Thanks to our generous charity supporters, we fund new innovative technology that is not available through NHS funding alone. Take a look at just some of the charity funded new technology and innovations below.

Neuro Virtual Reality Training Simulator

Have you ever wondered how Neurosurgeons continue to develop their skills, or how trainee surgeons practice their neuro skills? The Walton Centre Charity have been able to purchase a Neuro Virtual Reality Training Simulator. This amazing tech allows surgeons to enter into a virtual reality space to practice surgery and learn new techniques, in a very realistic environment. Thanks to our generous supporters, we are the first and only NHS hospital to have this revolutionary technology. Watch the technology being used below:

Erigo Tilt Table

Imagine you have sustained a head or spinal injury, you may be conscious or minimally conscious, and you have been transferred from intensive care to The Walton Centre's hyperacute rehabilitation unit. Due to your injuries you cannot sit up, or stand, and you spend a long period time laying down in a hospital bed.

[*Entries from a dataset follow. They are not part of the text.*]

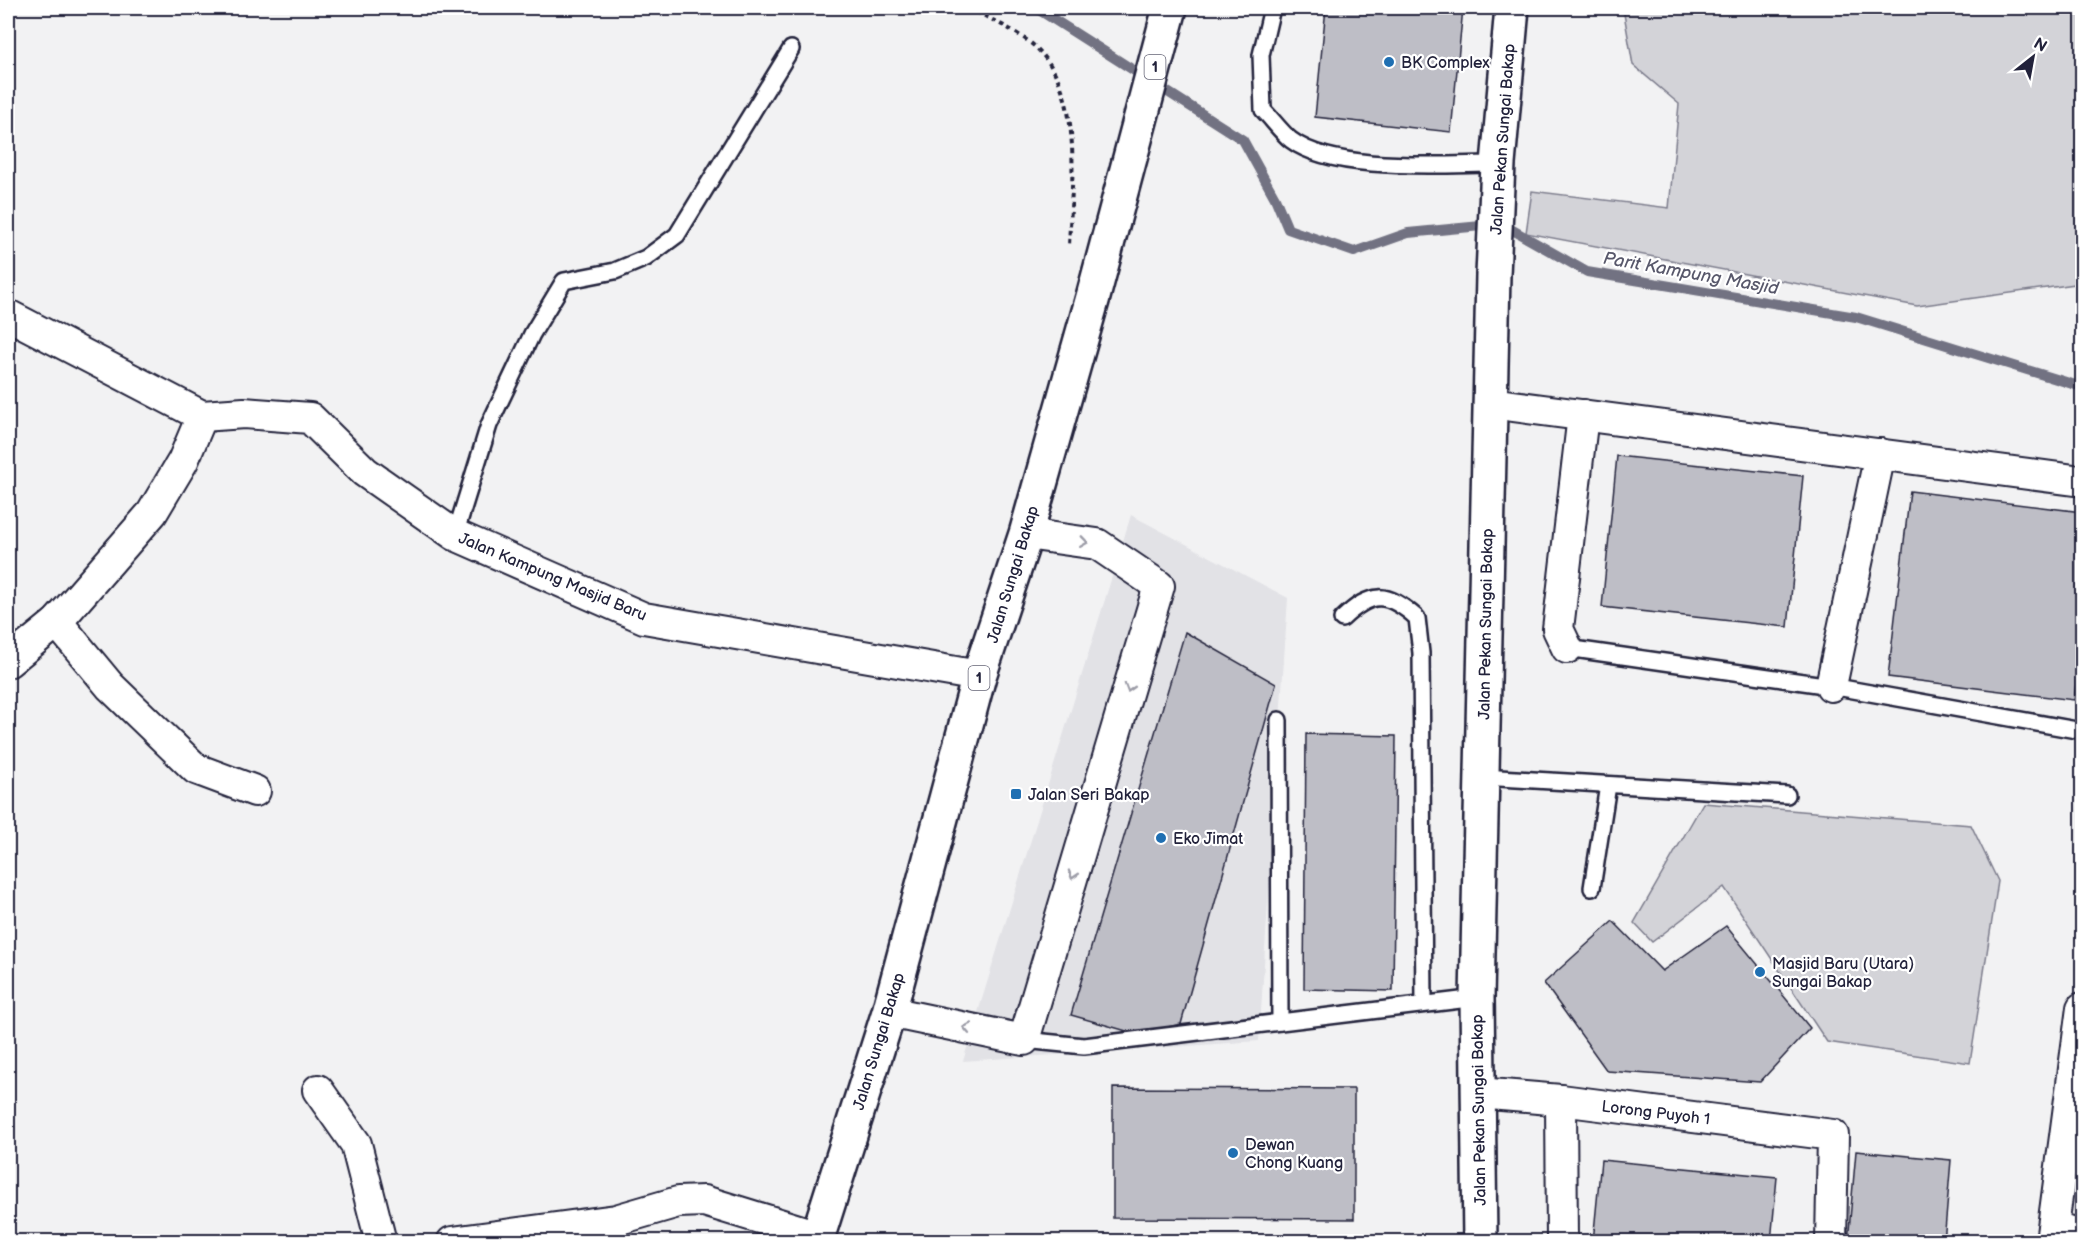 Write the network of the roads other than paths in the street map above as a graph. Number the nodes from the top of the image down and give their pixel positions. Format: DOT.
graph roads {
  1 [pos="1272,8"];
  2 [pos="1512,8"];
  3 [pos="1165,11"];
  4 [pos="791,49"];
  5 [pos="1498,164"];
  6 [pos="8,315"];
  7 [pos="1490,403"];
  8 [pos="1583,415"];
  9 [pos="201,416"];
  10 [pos="1880,454"];
  11 [pos="2082,481"];
  12 [pos="1026,534"];
  13 [pos="455,535"];
  14 [pos="1342,619"];
  15 [pos="57,622"];
  16 [pos="1567,648"];
  17 [pos="8,662"];
  18 [pos="980,676"];
  19 [pos="1831,686"];
  20 [pos="1279,720"];
  21 [pos="2082,731"];
  22 [pos="1482,777"];
  23 [pos="1608,785"];
  24 [pos="255,791"];
  25 [pos="1787,795"];
  26 [pos="1592,888"];
  27 [pos="1477,998"];
  28 [pos="1424,1004"];
  29 [pos="2082,1008"];
  30 [pos="889,1012"];
  31 [pos="1280,1022"];
  32 [pos="1024,1040"];
  33 [pos="318,1090"];
  34 [pos="1478,1093"];
  35 [pos="1561,1100"];
  36 [pos="2052,1235"];
  37 [pos="2082,1235"];
  38 [pos="817,1239"];
  39 [pos="381,1242"];
  40 [pos="452,1242"];
  41 [pos="1480,1242"];
  42 [pos="1562,1242"];
  43 [pos="1831,1242"];
  1 -- 5 [label="lane"];
  2 -- 5 [label="main road, Jalan Pekan Sungai Bakap"];
  3 -- 12 [label="main road, Jalan Sungai Bakap / 1"];
  4 -- 13 [label="lane"];
  5 -- 7 [label="main road, Jalan Pekan Sungai Bakap"];
  6 -- 9 [label="street"];
  7 -- 8 [label="street"];
  7 -- 22 [label="main road, Jalan Pekan Sungai Bakap"];
  8 -- 10 [label="street"];
  8 -- 16 [label="street"];
  9 -- 13 [label="street, Jalan Kampung Masjid Baru"];
  9 -- 15 [label="street"];
  10 -- 11 [label="street"];
  10 -- 19 [label="street"];
  12 -- 18 [label="main road, Jalan Sungai Bakap / 1"];
  12 -- 32 [label="street, one-way"];
  13 -- 18 [label="street, Jalan Kampung Masjid Baru"];
  14 -- 28 [label="lane"];
  15 -- 17 [label="street"];
  15 -- 24 [label="street"];
  16 -- 19 [label="lane"];
  18 -- 30 [label="main road, Jalan Sungai Bakap / 1"];
  19 -- 21 [label="lane"];
  20 -- 31 [label="lane"];
  22 -- 23 [label="lane"];
  22 -- 27 [label="main road, Jalan Pekan Sungai Bakap"];
  23 -- 25 [label="lane"];
  23 -- 26 [label="lane"];
  27 -- 28 [label="lane"];
  27 -- 34 [label="main road, Jalan Pekan Sungai Bakap"];
  28 -- 31 [label="lane"];
  29 -- 36 [label="street"];
  32 -- 30 [label="street, one-way"];
  30 -- 38 [label="main road, Jalan Sungai Bakap / 1"];
  31 -- 32 [label="lane"];
  33 -- 39 [label="street"];
  34 -- 35 [label="street, Lorong Puyoh 1"];
  34 -- 41 [label="main road, Jalan Pekan Sungai Bakap"];
  35 -- 42 [label="street"];
  35 -- 43 [label="street, Lorong Puyoh 1"];
  36 -- 37 [label="street"];
  38 -- 40 [label="street"];
}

This immobility can cause further problems to patients musculoskeletal and cardiorespiratory systems. The Erigo Tilt Table is a fantastic new innovation that enables clinicians to combine physiotherapy techniques and manage patients in different positions, controlling the amount of physical and environmental stimulation they experience. Most excitingly, the robotics in the table allows patients to replicate a walking motion, to aid with their recovery.

Endoscopic equipment

Thanks to a significant legacy that was left to us, we have been able to fund specialist equipment that allows The Walton Centre to provide fully endoscopic spinal surgery to patients. This new innovative equipment allows our specialist surgeons to operate on patients using a keyhole method, which causes minimal trauma to patients, improves patient rehabilitation, and in some cases allows patients to return home on the same day as their surgery. The Walton Centre is only one of a handful of centres around the world offering this pioneering surgery, and has since earned Centre of Excellence status for this work. 

Intra-operative MRI scanner (iMRI)

What makes the Intra-operative MRI scanner different than standard MRI scanners? This amazing tech can be used during surgery! Traditionally, patients would undergo surgery, recover on a hospital ward, and then be MRI scanned to ensure all the tumor tissue had been removed and that the operation was successful. However, this could mean that patients would have to undergo multiple operations and have a longer stay in hospital. The iMRI system allows the surgeon to visualise more easily the extent and position of the tumour to ensure that all, or as much as possible, of the tumour is safely removed during the one operation. It has also allowed The Walton Centre to increase the number of patients they are able to treat, keeps the hospital at the forefront of neuroscience care, and helps achieve the best results for patients. A big thanks to the Marina Dalglish Appeal for their support with this project. 

Robotic Arm

With the charity funded Renishaw Neuromate Stereotactic Robot, neurosurgeons are able to precisely target areas of the brain to implant electrodes. This is especially important when patients are being investigated for epilepsy, and allows for a more precise and faster procedure for the patient.